I've tried to be kind of quiet on FB these days, just because I feel like I am constantly bombarded with things that make my skin crawl, and turn my stomach inside out. There are some pretty big changes about to happen in my life this next month. I am switching to the Jeff City location, and moving in to a new apartment in Jeff City. A couple months ago I felt like God was making some big changes in my life, but I didn't know exactly what those were going to be and where it would take me. I was prepared to move across the ocean. I was prepared to step way outside of my comfort zone, but turns out that He wants me here for awhile. I had also been feeling like He was changing my church location. I didn't know where He was going to move me to, but I felt it, and I kept pushing back against it.

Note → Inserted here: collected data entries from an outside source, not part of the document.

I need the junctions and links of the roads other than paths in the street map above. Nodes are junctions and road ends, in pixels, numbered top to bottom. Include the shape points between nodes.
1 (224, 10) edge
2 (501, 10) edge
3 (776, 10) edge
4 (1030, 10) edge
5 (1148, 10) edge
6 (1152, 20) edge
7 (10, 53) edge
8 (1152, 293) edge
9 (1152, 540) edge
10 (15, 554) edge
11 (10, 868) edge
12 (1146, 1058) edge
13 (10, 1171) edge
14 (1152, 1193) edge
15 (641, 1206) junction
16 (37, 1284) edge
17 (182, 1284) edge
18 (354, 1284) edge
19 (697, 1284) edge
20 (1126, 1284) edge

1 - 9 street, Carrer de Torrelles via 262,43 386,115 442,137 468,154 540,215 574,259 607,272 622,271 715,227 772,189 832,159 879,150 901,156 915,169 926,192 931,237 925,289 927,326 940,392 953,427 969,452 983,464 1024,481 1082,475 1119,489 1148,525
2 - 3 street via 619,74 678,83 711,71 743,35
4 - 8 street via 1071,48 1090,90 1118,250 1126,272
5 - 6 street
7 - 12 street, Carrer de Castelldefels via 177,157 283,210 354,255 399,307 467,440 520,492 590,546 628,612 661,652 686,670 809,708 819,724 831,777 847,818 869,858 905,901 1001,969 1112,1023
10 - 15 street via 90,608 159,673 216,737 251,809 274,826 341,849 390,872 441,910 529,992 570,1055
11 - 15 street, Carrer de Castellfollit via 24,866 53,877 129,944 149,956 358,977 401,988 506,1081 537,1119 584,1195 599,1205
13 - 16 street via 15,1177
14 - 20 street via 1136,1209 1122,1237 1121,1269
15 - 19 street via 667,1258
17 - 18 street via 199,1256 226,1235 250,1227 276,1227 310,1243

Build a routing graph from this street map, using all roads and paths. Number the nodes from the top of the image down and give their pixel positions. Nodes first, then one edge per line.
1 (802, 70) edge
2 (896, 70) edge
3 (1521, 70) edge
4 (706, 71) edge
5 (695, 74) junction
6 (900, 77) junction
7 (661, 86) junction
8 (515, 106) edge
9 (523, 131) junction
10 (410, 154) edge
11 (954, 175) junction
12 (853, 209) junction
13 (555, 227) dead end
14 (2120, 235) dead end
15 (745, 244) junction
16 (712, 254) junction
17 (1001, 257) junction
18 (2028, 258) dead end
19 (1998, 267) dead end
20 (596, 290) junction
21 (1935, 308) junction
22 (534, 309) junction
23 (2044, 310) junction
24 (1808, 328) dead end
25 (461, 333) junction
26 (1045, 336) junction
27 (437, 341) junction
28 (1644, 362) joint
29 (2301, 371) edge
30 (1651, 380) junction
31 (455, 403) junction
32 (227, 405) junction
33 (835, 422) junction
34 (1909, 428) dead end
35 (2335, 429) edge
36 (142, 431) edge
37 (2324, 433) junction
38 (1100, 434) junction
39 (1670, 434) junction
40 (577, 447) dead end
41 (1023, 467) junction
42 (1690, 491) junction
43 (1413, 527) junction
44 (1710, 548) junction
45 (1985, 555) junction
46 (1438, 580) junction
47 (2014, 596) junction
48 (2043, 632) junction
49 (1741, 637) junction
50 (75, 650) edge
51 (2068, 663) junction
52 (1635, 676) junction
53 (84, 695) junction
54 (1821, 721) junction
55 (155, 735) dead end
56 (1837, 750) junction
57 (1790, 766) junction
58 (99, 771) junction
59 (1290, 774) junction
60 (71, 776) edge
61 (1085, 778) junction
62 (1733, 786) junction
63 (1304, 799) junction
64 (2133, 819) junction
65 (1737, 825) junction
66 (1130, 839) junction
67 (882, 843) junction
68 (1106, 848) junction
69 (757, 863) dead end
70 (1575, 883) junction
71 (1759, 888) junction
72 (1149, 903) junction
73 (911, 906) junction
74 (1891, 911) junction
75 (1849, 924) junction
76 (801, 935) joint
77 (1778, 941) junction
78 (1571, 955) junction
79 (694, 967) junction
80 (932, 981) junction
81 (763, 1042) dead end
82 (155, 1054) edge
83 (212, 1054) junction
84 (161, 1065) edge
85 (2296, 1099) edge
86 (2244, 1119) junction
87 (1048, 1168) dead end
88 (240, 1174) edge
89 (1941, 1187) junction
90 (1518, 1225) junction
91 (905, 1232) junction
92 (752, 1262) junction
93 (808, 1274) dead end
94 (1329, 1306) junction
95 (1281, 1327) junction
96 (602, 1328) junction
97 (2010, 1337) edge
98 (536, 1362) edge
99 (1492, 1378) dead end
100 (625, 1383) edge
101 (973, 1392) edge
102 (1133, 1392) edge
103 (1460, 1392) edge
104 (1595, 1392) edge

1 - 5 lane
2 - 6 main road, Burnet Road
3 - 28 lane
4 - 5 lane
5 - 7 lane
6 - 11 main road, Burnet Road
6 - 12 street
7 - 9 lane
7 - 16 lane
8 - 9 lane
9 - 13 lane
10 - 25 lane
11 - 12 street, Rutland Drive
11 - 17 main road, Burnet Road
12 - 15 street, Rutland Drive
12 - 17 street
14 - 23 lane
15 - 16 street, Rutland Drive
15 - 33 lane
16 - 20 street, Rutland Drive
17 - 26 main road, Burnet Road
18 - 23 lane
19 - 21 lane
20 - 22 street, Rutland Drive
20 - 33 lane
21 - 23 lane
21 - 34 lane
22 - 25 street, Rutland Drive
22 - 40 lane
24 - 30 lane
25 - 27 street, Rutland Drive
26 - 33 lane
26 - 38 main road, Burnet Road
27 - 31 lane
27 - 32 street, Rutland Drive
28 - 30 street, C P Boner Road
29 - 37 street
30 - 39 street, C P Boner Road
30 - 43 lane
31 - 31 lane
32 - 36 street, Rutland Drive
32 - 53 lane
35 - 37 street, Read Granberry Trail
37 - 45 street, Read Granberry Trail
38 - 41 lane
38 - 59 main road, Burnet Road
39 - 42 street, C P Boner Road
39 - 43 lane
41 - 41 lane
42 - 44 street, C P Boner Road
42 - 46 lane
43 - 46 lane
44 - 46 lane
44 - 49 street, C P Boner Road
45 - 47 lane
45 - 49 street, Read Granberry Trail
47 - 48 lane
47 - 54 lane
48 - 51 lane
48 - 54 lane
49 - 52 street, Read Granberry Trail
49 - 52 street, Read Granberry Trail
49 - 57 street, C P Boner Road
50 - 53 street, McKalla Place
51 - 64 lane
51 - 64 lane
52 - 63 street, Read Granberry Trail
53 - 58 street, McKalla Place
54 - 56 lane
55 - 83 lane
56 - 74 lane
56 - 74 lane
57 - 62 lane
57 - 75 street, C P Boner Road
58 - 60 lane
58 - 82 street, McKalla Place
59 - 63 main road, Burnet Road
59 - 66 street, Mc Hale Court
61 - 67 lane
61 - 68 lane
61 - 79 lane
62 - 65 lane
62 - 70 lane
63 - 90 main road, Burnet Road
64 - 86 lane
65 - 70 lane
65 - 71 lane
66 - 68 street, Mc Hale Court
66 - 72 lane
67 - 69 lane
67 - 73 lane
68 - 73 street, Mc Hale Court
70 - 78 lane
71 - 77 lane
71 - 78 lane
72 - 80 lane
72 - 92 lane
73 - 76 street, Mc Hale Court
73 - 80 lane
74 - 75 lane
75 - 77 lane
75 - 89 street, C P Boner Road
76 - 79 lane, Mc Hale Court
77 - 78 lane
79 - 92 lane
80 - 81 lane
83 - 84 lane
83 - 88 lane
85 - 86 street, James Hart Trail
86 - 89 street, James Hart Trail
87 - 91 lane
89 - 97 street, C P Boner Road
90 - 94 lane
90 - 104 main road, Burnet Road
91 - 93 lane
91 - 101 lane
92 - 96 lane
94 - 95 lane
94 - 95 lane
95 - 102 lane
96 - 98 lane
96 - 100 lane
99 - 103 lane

Until I had the realization that maybe my journey needs to be somewhere else. It isn't anything against where I am currently attending, volunteering and majorly involved. I think that my heart is just being moved. For me I need to be in a place where people are standing up for kids that are being torn away from their parents. For me I need to be in a place that is going to take a stand against hate. Take a strong stand against injustice. You see I don't need all the information to know that what is happening isn't right. I don't need to know all the laws, and all the ins and outs. I just need to know that kids are being taken from their parents, for seeking asylum. For seeking refuge. I just need to know that love isn't winning in order for me to stand up for what I believe to be right. What I believe to be the way of love, grace, and mercy.
I will never be a typical American. Living overseas for 5 years changed me. It changed my heart, it changed the way that I view the world, and it gave me a new perspective. It changed my loyalty. I became loyal to Christ first, before any country, flag, or anthem. I became loyal to loving people, all people instead of only seeing the needs in my own country. I would never choose the life of an American over someone from another country, just because they are American. It's not how He has created me to be. That character trait alone, will cause some people to hate me, and I am okay with that. It could even put my life in danger, and I am okay with that. Because when I get to where I am going next, I don't want to say.... well I thought that you created Americans better. Nope, I want to say... I loved everyone just as you would have. I treated everyone with the same compassion, love, and grace that you would have. I put my loyalty in you, my faith in you, and trusted that you were where my heart should lean towards.
My comfort zone is not inside the walls of this country. My comfort zone doesn't stop at someone who can only speak English. I don't feel distain for those that are trying to run away from the various hardships that they are faced with on a daily basis. I don't look at myself as better than them, because I was born here and they were born into poverty. I don't want to spew hate towards those that believe differently than I do. Towards those that come from a different culture, a different religion. I would choose anyone of them to be my neighbor, even if it meant that none of my friends or family agreed with me, or chose to visit me.
So, as I ponder where my heart is being led, and what that could mean for my future. I stop and pray everyday that we, no really that I never lose sight of who God has called me to be. My voice isn't really heard very much, but I am going to keep speaking it. I am going to continue to be a voice for those that are being treated with hate and discrimination. I don't think laws should be broken, but you know what? I also don't think people anywhere in the world should be forced to live in conditions that are causing them to die, or get murdered.
I won't walk around blindly, just because someone spews a few Bible verses here are there. Actions speak louder than words, and I for one would prefer that my actions, my words, and my beliefs all match.
So.... I get ready for the next steps in my journey. I get ready to stand up more, speak out more, and love a whole lot more. I get ready to put aside my bias, and try to do what I can to make this world, this country a better place for everyone.
My hope and comfort is that nothing is impossible for Him.... nothing.